Fairweather Currents – Things Get Better

Fairweather Currents is the bedroom pop project of Dylan Citron who hails from New York. We briefly covered his previous album Truesdale and liked it a lot, so I was pretty happy when Citron got in touch to say he had made another record. It’s called Things Get Better and builds on everything Truesdale did so well, mostly soft and sad and gentle, a melting pot of superior influences – such as the direct emotional earnestness of Small Wonder, Nana Grizol-style songwriting and the cosy intimate atmosphere of the bedroom singer-songwriter acts we like so much here at Wake the Deaf (e.g. Free Cake For Every Creature, Long Neck, Kissing Fractures).
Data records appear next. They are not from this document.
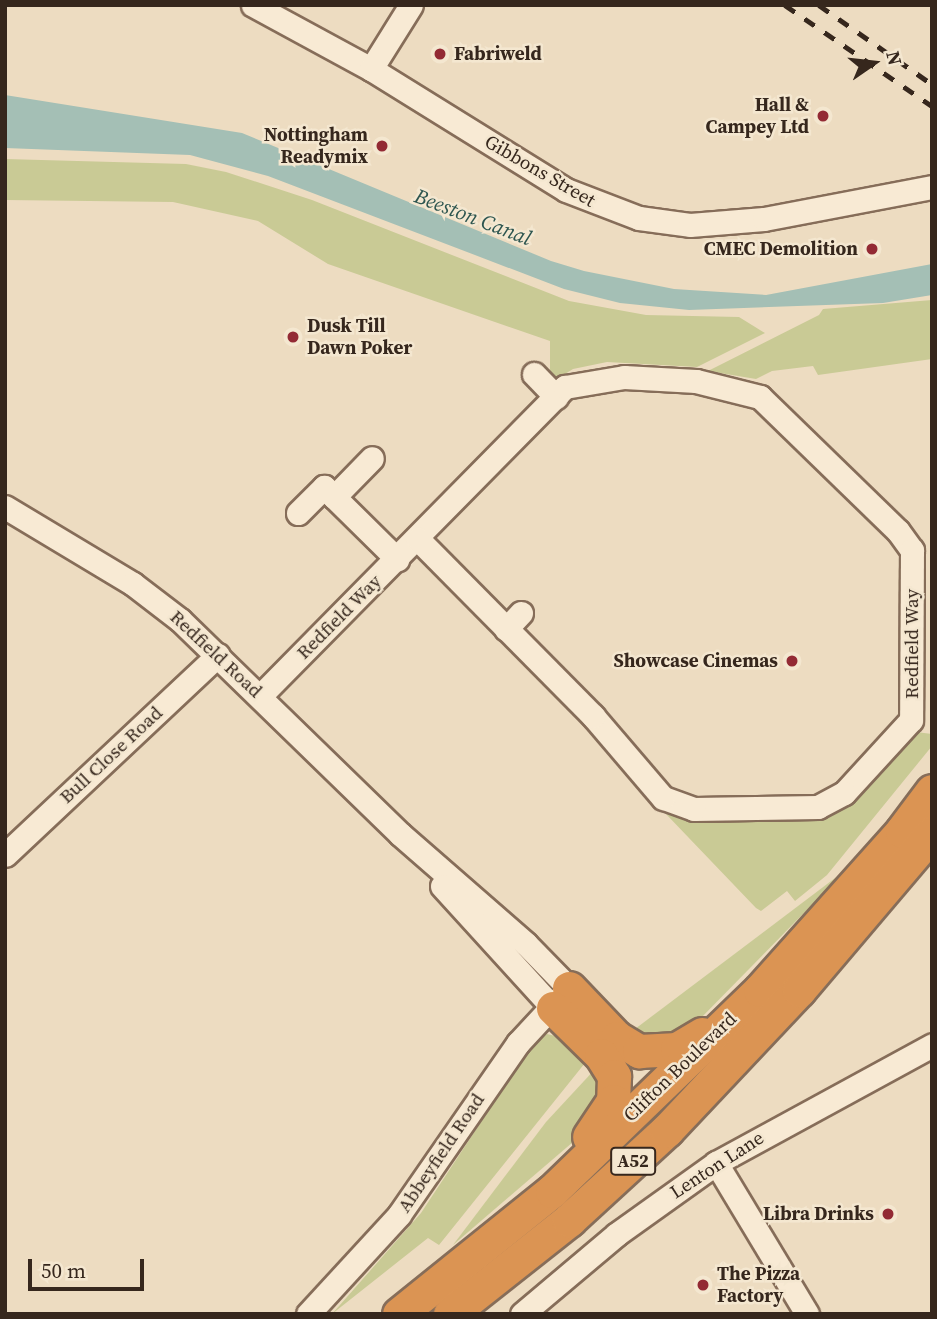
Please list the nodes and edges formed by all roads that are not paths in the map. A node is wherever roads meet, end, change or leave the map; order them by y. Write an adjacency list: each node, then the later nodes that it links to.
1 (253, 5): 3 (street, Gibbons Street)
2 (411, 5): 3 (street)
3 (371, 69): 4 (street, Gibbons Street)
4 (932, 187)
5 (534, 374): 6 (street)
6 (556, 397): 11 (street, Redfield Way); 11 (street, Redfield Way)
7 (372, 458): 8 (street)
8 (334, 496): 10 (street); 12 (street)
9 (5, 507): 13 (street, Redfield Road)
10 (298, 513)
11 (418, 540): 12 (street, Redfield Way)
12 (397, 559): 14 (street, Redfield Way)
13 (218, 655): 14 (street, Redfield Road); 17 (street, Bull Close Road)
14 (261, 695): 19 (street, Redfield Road)
15 (932, 791): 18 (highway, Clifton Boulevard / A52)
16 (932, 833): 25 (highway, Clifton Boulevard / A52)
17 (5, 855)
18 (760, 990): 19 (highway); 22 (highway, Clifton Boulevard / A52)
19 (561, 998): 22 (highway); 23 (street, Abbeyfield Road)
20 (932, 1045): 21 (street, Lenton Lane)
21 (716, 1163): 26 (street, Lenton Lane); 27 (street)
22 (552, 1191): 24 (highway, Clifton Boulevard / A52)
23 (308, 1314)
24 (399, 1314)
25 (450, 1314)
26 (522, 1314)
27 (807, 1314)

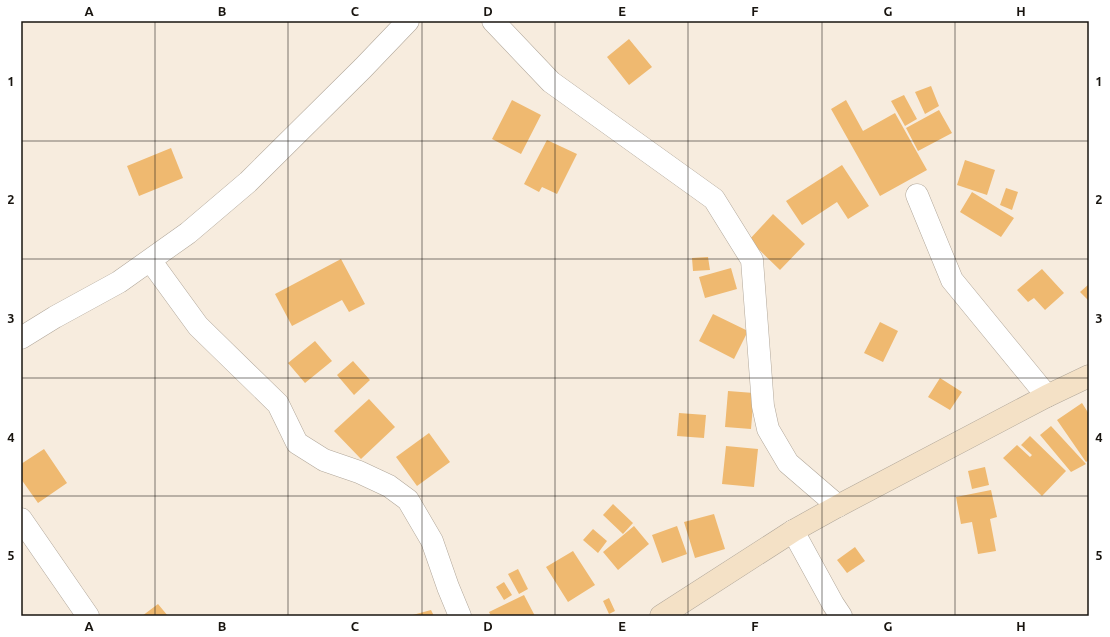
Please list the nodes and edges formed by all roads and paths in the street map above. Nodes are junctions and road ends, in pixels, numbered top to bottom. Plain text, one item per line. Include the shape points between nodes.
1 (408, 21) edge
2 (493, 21) edge
3 (917, 195) dead end
4 (150, 260) junction
5 (21, 338) edge
6 (1088, 380) edge
7 (1047, 396) junction
8 (838, 506) junction
9 (21, 519) edge
10 (794, 531) junction
11 (88, 616) edge
12 (460, 616) edge
13 (661, 616) edge
14 (840, 616) edge

1 - 4 street via 248,182 188,233
2 - 8 street via 551,82 714,199 752,260 763,406 768,429 788,463
3 - 7 street via 952,280
4 - 5 street via 119,282
4 - 12 street via 198,326 278,404 297,443 324,460 389,486 408,500 432,541
6 - 7 street
7 - 8 street
8 - 10 street
9 - 11 street
10 - 13 street
10 - 14 street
‘Take Me Out of New York’ begins as the album means to go on, somehow defiantly gentle, like a quiet little voice that tells you to keep on going, “There is a light at the ending of the tunnel that gets brighter every day / As dim as it can ever get, it can never be erased”. This trend continues with ‘Folktale Amongst Sea Monsters’ and ‘Neptune’, vocals sometimes hushed to an near-whisper and sometimes rising with a reticent stoicism (“I just want to write songs that are beautiful and warm / like hot cocoa and a fire in a blizzard”). ‘I’m Slowly Forgetting All My Old Songs’ ripples with piano and is reminiscent of Windmill.

‘Drifting in Space’ is probably my favourite track on the album (at least at the time of writing), mentioning a whole host of things including dreams of alien abductions and sunburn from stars and depression and Alex G and Hop Along and beards and the end of the world. It’s incredibly pretty and more importantly feels honest and heartfelt.

“All of my songs they are the same
I love my mothers maiden name
it reminds me of the summer air and the desert”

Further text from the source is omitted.